O Haicai busca a expressão mais singela (chegando mesmo a ser comparado a uma fotografia), o Poetrix almeja a dinâmica.

A base do Haicai são os dezessete sons ou sílabas, enquanto que no Poetrix as sílabas métricas podem ir até trinta, sem contudo termos uma divisão silábica dos versos, isto fica a cargo do autor.

Dificilmente, no entanto, encontramos um Poetrix com esse número de sílabas, pois o que se busca é a concisão dentro desse universo.

Enquanto o Haicai busca o instantâneo, o Poetrix almeja a explosão, a alta interpretação. No Haicai é desejável que o leitor faça a mesma leitura do autor. No Poetrix o que se espera é que o leitor tenha novas sensações a cada leitura. Muitas vezes fico até assustado com as interpretações que são dadas aos Poetrix. Isto é o que faz com que ele seja visivelmente dinâmico e não estático.

Veja um dos meus Poetrix mais ousados:

1 - Circulo vicioso

S

S O S

S

Este poema concreto tem uma concisão inacreditável. Chega ao extremo de não termos como contar suas sílabas, contudo permite uma infinidade de interpretações. Ele é circular, é dinâmico, é apelativo, é instantâneo. Retrata um pedido de socorro em qualquer idioma. Além de ter uma estética diferenciada.

Outro ponto que gostaria de abordar é o de que no Haicai existe uma divisão no poema. Dos três versos, dois são representados por uma única frase.

Exemplos de Haicai de minha autoria:

1 - gerânios em flor-

no batente da janela

o sabiá cochila

2 - o joão-de-barro

fez ninho na casa velha-

filhotes à vista

Veja que no primeiro, a separação das partes se dá com o hífen no primeiro verso, enquanto no outro poema, ela se dá no segundo verso.

O Haicai dispensa a pontuação, deve ser despojado de floreios.

Essas considerações, quando “confrontadas”, devem dar ao leitor a possibilidade da conclusão.

A divisão sobre a qual estou falando, favorece o autor na hora da sua criação, pois existe uma sequência de raciocínio, existe uma lógica. Ela não é a esmo.

No Poetrix não existe esse artifício. É fundamental compreender que o Poetrix não é uma frase dividida em três partes.

Agora um exemplo de Poetrix, também de minha autoria:

1 - Alcoólatra

desaba

aos bafos

o bêbado

Veja que neste exemplo existe, implicitamente, uma sequência de fatos que descrevem com clareza a queda de um indivíduo alcoolizado. Essas imagens são diferentes para cada um dos leitores que leem o poema.

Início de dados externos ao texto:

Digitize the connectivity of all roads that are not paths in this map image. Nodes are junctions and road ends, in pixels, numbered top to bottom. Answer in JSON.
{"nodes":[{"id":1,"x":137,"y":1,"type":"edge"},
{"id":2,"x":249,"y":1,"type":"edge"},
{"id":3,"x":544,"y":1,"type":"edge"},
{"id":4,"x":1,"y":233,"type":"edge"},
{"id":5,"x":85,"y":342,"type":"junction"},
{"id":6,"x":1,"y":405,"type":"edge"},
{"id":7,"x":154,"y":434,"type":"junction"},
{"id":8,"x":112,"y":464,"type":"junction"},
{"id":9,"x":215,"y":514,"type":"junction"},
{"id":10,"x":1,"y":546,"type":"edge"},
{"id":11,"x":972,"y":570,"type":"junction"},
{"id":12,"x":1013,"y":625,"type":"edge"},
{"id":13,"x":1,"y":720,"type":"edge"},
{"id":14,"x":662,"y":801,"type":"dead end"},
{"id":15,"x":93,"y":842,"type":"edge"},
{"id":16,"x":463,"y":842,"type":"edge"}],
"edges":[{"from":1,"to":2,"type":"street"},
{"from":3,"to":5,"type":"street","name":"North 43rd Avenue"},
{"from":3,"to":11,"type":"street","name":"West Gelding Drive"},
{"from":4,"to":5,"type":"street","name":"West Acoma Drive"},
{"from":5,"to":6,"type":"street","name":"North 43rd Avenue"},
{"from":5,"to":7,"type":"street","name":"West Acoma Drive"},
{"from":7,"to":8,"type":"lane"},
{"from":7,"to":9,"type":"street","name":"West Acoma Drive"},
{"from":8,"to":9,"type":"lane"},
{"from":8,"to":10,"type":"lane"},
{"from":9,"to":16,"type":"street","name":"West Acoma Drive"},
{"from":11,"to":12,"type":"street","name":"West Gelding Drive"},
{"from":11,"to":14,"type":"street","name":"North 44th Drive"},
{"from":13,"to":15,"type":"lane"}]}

Já a palavra “bafos”, transmite a sensação de nojo. Isto não deve acontecer no Haicai.

Continuando meu raciocínio, outro ponto que gostaria de abordar são os temas que utilizamos para as nossas composições.

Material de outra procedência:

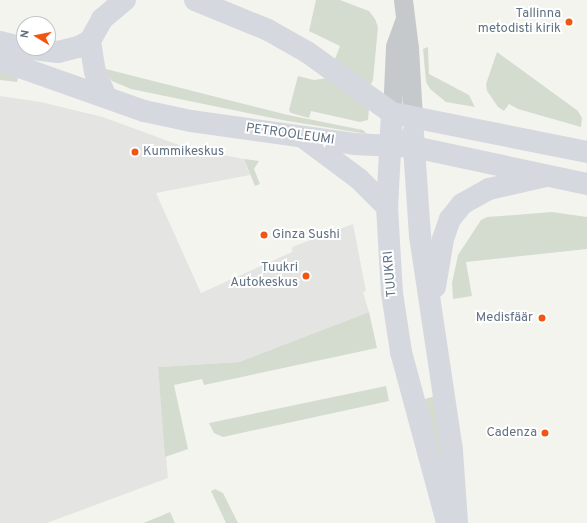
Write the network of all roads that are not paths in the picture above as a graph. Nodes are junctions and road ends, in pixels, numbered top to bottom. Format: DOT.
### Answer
graph roads {
  1 [pos="125,0"];
  2 [pos="195,0"];
  3 [pos="403,0"];
  4 [pos="105,9"];
  5 [pos="90,41"];
  6 [pos="0,42"];
  7 [pos="16,46"];
  8 [pos="56,52"];
  9 [pos="0,60"];
  10 [pos="106,97"];
  11 [pos="402,115"];
  12 [pos="304,137"];
  13 [pos="389,147"];
  14 [pos="414,147"];
  15 [pos="587,152"];
  16 [pos="549,176"];
  17 [pos="587,184"];
  18 [pos="387,207"];
  19 [pos="432,316"];
  20 [pos="447,523"];
  21 [pos="457,523"];
  1 -- 4 [label="street"];
  2 -- 11 [label="street"];
  3 -- 11 [label="street, TUUKRI"];
  4 -- 5 [label="street"];
  5 -- 8 [label="street"];
  5 -- 10 [label="street"];
  6 -- 7 [label="street"];
  9 -- 10 [label="street, PETROOLEUMI"];
  10 -- 12 [label="street, PETROOLEUMI"];
  11 -- 13 [label="street, TUUKRI"];
  11 -- 14 [label="street, TUUKRI"];
  11 -- 15 [label="street"];
  12 -- 13 [label="street, PETROOLEUMI"];
  12 -- 18 [label="street"];
  13 -- 14 [label="street, PETROOLEUMI"];
  13 -- 18 [label="street, TUUKRI"];
  14 -- 16 [label="street, PETROOLEUMI"];
  14 -- 19 [label="street, TUUKRI"];
  16 -- 17 [label="street, PETROOLEUMI"];
  16 -- 19 [label="street"];
  18 -- 20 [label="street, TUUKRI"];
  19 -- 21 [label="street, TUUKRI"];
}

Enquanto no Haicai descrevemos, preferencialmente, fenômenos da natureza, tais como as estações do ano, no Poetrix as abordagens são as mais variadas possíveis. Como exemplos: o humor, a malícia, os sinais e até mesmo a subjetividade.

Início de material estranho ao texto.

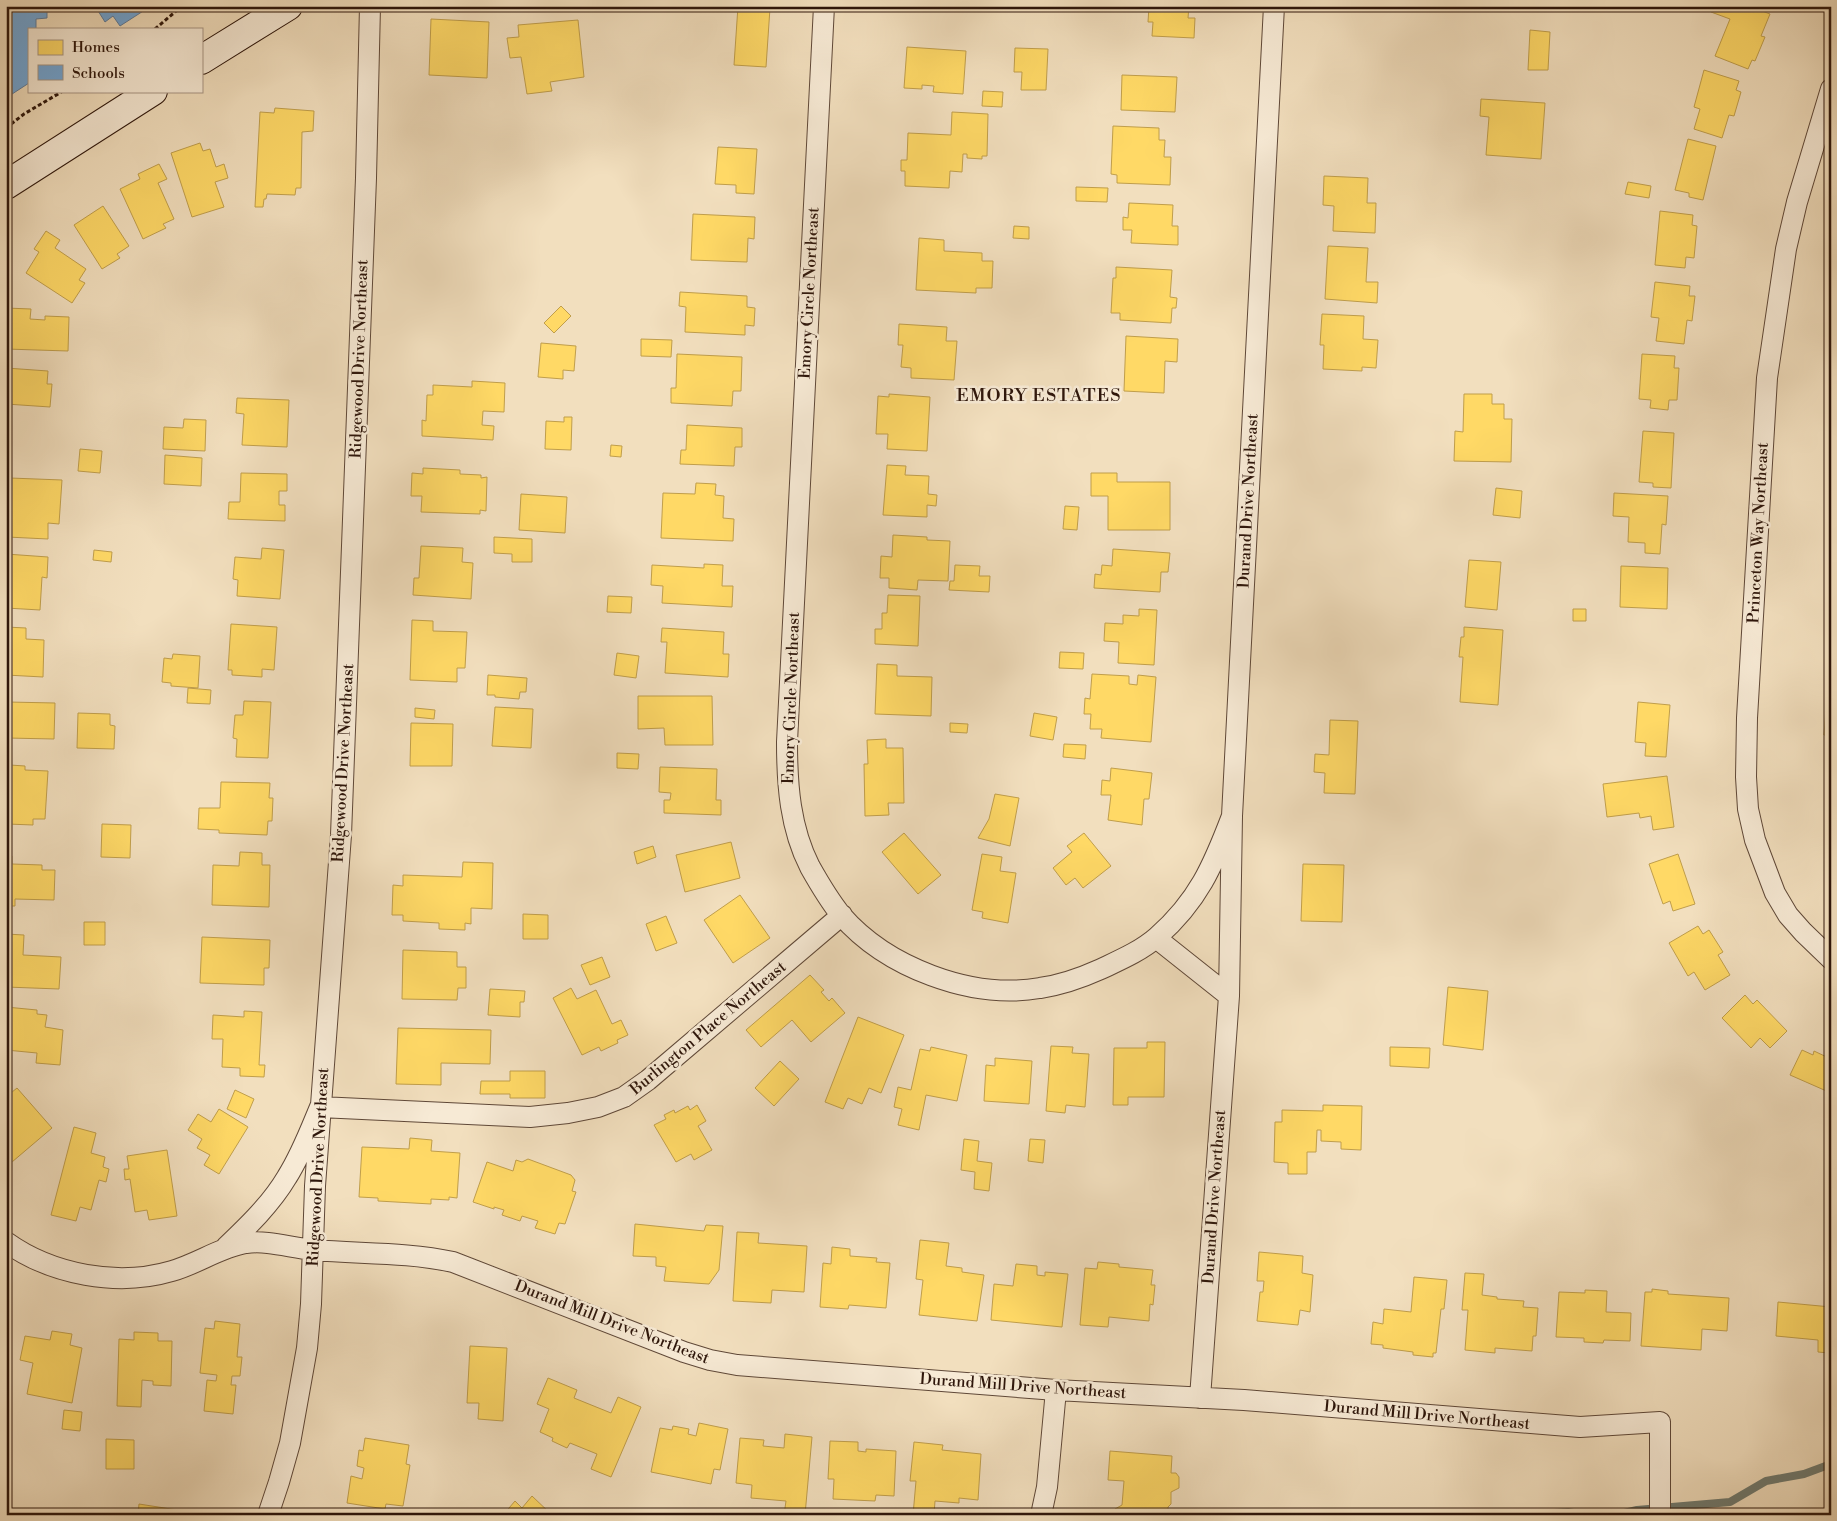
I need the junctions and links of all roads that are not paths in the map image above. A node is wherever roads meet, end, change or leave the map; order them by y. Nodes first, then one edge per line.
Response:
1 (288, 6) edge
2 (370, 6) edge
3 (824, 6) edge
4 (1274, 6) edge
5 (202, 59) edge
6 (1831, 89) edge
7 (151, 92) edge
8 (6, 185) edge
9 (1232, 816) junction
10 (842, 915) junction
11 (1156, 938) junction
12 (1831, 959) edge
13 (1229, 996) junction
14 (320, 1107) junction
15 (6, 1242) edge
16 (223, 1250) junction
17 (312, 1250) junction
18 (1056, 1390) junction
19 (1200, 1398) junction
20 (268, 1515) edge
21 (1040, 1515) edge
22 (1660, 1515) edge

1 - 5 main road
2 - 14 street, Ridgewood Drive Northeast
3 - 10 street, Emory Circle Northeast
4 - 9 street, Durand Drive Northeast
6 - 12 street, Princeton Way Northeast
7 - 8 main road
9 - 11 street, Emory Circle Northeast
9 - 13 street, Durand Drive Northeast
10 - 11 street, Emory Circle Northeast
10 - 14 street, Burlington Place Northeast
11 - 13 street
13 - 19 street, Durand Drive Northeast
14 - 16 street
14 - 17 street, Ridgewood Drive Northeast
15 - 16 street, Durand Mill Drive Northeast
16 - 17 street, Durand Mill Drive Northeast
17 - 18 street, Durand Mill Drive Northeast
17 - 20 street, Ridgewood Drive Northeast
18 - 19 street, Durand Mill Drive Northeast
18 - 21 street
19 - 22 street, Durand Mill Drive Northeast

O que se deseja no Haicai é que se diga o máximo de palavras dentro das dezessete sílabas, no Poetrix é que se diga o máximo com o mínimo de palavras ou símbolos (concretos).

Enfim, a meu ver, todo Haicai está contido em um Poetrix, pois todas as regras que regem o Haicai podem ser usadas no Poetrix sem que haja perda de qualidade, porém a recíproca não é verdadeira, uma vez que alguns dos princípios que regem o Poetrix, não se enquadram aos do Haicai.

Vejamos um exemplo:

1 - Cigarra

Guilherme de Almeida

Diamante. Vidraça.

Arisca, áspera asa risca

o ar. E brilha. E passa.

E se fosse assim?!

1 - Cigarra

Diamante. Vidraça. Janela.

Arisca, áspera asa risca o vidro,

o ar. E brilha. E passa. E Cai.

Observe que o Haicai permaneceu intacto. As palavras que foram acrescidas, não mudaram, em nada, o seu sentido. Em verdade, apenas acrescentei alguns vocábulos para descaracterizar o Haicai, pois houve um aumento de sílabas. O segundo poema se enquadra perfeitamente às regras estabelecidas na Bula Poetrix.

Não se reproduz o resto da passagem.